Le paragraphe 24(2) enjoint au juge qui détermine si l’utilisation de la preuve est susceptible de déconsidérer l’administration de la justice, de tenir compte de « toutes les circonstances ». […] Les facteurs les plus souvent retenus par les tribunaux sont les suivants :

—   quel genre d’éléments de preuve a été obtenu?

—   quel droit conféré par la Charte a été violé?

—   la violation de la Charte était-elle grave ou s’agissait-il d’une simple irrégularité?

—   la violation était-elle intentionnelle, volontaire ou flagrante, ou a-t-elle été commise par inadvertance ou de bonne foi?

—   la violation a-t-elle eu lieu dans une situation d’urgence ou de nécessité?

—   aurait-on pu avoir recours à d’autres méthodes d’enquête?

—   les éléments de preuve auraient-ils été obtenus en tout état de cause?

—   s’agit-il d’une infraction grave?

—   les éléments de preuve recueillis sont-ils essentiels pour fonder l’accusation?

—   existe-t-il d’autres recours?

[10]      Dans l’arrêt Collins, la Cour suprême a traité de la question d’écarter des éléments de preuve en matière criminelle.

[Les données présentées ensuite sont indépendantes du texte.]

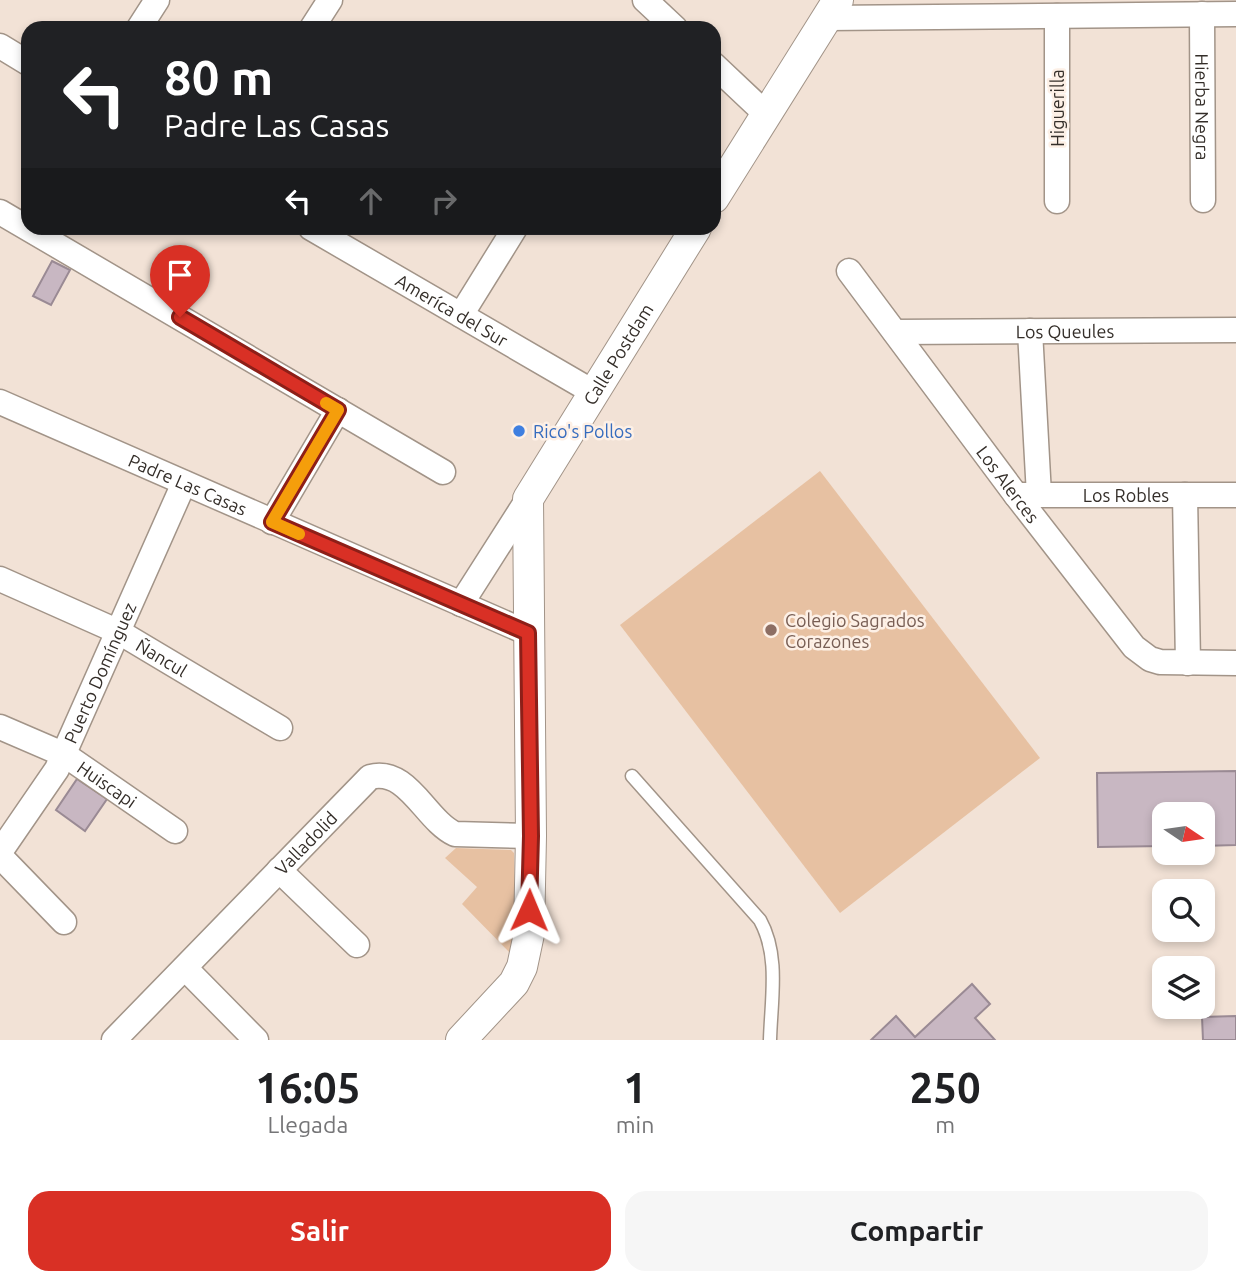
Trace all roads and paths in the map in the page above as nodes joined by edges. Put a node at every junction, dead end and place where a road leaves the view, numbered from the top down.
1 (157, 0) edge
2 (330, 0) edge
3 (645, 0) edge
4 (1163, 7) edge
5 (996, 8) edge
6 (832, 9) edge
7 (1202, 14) junction
8 (1236, 14) edge
9 (1057, 16) junction
10 (144, 21) edge
11 (316, 21) edge
12 (668, 21) edge
13 (0, 46) edge
14 (21, 59) edge
15 (721, 72) edge
16 (766, 114) junction
17 (721, 187) edge
18 (1203, 200) dead end
19 (1057, 201) dead end
20 (0, 212) edge
21 (21, 224) edge
22 (39, 235) edge
23 (511, 235) edge
24 (692, 235) edge
25 (345, 236) edge
26 (849, 271) dead end
27 (461, 315) junction
28 (1236, 330) edge
29 (1030, 331) junction
30 (895, 332) junction
31 (593, 392) junction
32 (0, 402) edge
33 (338, 410) junction
34 (443, 471) dead end
35 (184, 483) junction
36 (1027, 495) junction
37 (1185, 495) junction
38 (1236, 495) edge
39 (528, 499) junction
40 (272, 522) junction
41 (0, 579) edge
42 (461, 604) junction
43 (119, 632) junction
44 (528, 633) junction
45 (1188, 663) junction
46 (1236, 663) edge
47 (0, 727) edge
48 (280, 728) dead end
49 (65, 755) junction
50 (632, 776) dead end
51 (175, 831) dead end
52 (531, 836) junction
53 (0, 854) edge
54 (279, 870) junction
55 (64, 922) dead end
56 (357, 945) dead end
57 (185, 968) junction
58 (460, 1039) edge
59 (114, 1040) edge
60 (256, 1040) edge
61 (770, 1040) edge

1 - 10 street
2 - 11 street
3 - 12 street
4 - 7 street
4 - 9 street
5 - 6 street
5 - 9 street
6 - 16 street
7 - 8 street
7 - 18 street, Hierba Negra
9 - 19 street, Higuerilla
13 - 14 street
15 - 16 street
16 - 17 street
20 - 21 street
22 - 33 street
23 - 27 street
24 - 31 street, Calle Postdam
25 - 27 street, Ameríca del Sur
26 - 30 street, Los Alerces
27 - 31 street, Ameríca del Sur
28 - 29 street, Los Queules
29 - 30 street, Los Queules
29 - 36 street, Los Alerces
30 - 36 street, Los Alerces
31 - 39 street, Calle Postdam
32 - 35 street, Padre Las Casas
33 - 34 street
33 - 40 street
35 - 40 street, Padre Las Casas
35 - 43 street, Puerto Domínguez
36 - 37 street, Los Robles
36 - 45 street, Los Alerces
37 - 38 street, Los Robles
37 - 45 street
39 - 42 street
39 - 44 street
40 - 42 street, Padre Las Casas
41 - 43 street, Ñancul
42 - 44 street, Padre Las Casas
43 - 48 street, Ñancul
43 - 49 street, Puerto Domínguez
44 - 52 street
45 - 46 street, Los Alerces
47 - 49 street, Huiscapi
49 - 51 street, Huiscapi
49 - 53 street, Puerto Domínguez
50 - 61 lane
52 - 54 street, Valladolid
52 - 58 street
53 - 55 street
54 - 56 street
54 - 57 street, Valladolid
57 - 59 street, Valladolid
57 - 60 street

L’affaire qui nous occupe soulève la question de savoir si le pouvoir discrétionnaire de la Cour d’écarter des éléments de preuve en application du paragraphe 24(2) devrait être exercé aussi libéralement dans les affaires civiles que dans les affaires criminelles. Le raisonnement de Mme le juge Wilson dans R. c. McKinlay Transport Ltd., [1990] 1 R.C.S. 627 nous est utile relativement à cette question. Examinant le caractère raisonnable d’une saisie exécutée en application d’un article de la Loi de l’impôt sur le revenu, le juge Wilson a conclu qu’il est conforme à l’interprétation souple et fondée sur l’objectif visé de l’article 8 de la Charte de « faire une distinction entre, d’une part, les saisies en matière criminelle ou quasi criminelle auxquelles s’appliquent dans toute leur rigueur les critères énoncés dans l’arrêt Hunter et, d’autre part, les saisies en matière administrative et de réglementation, auxquelles peuvent s’appliquer des normes moins strictes selon le texte législatif examiné » (l’arrêt McKinlay, précité, à la page 647). Une telle distinction semble également indiquée pour juger si le fait d’admettre les éléments de preuve déconsidérerait l’administration de la justice.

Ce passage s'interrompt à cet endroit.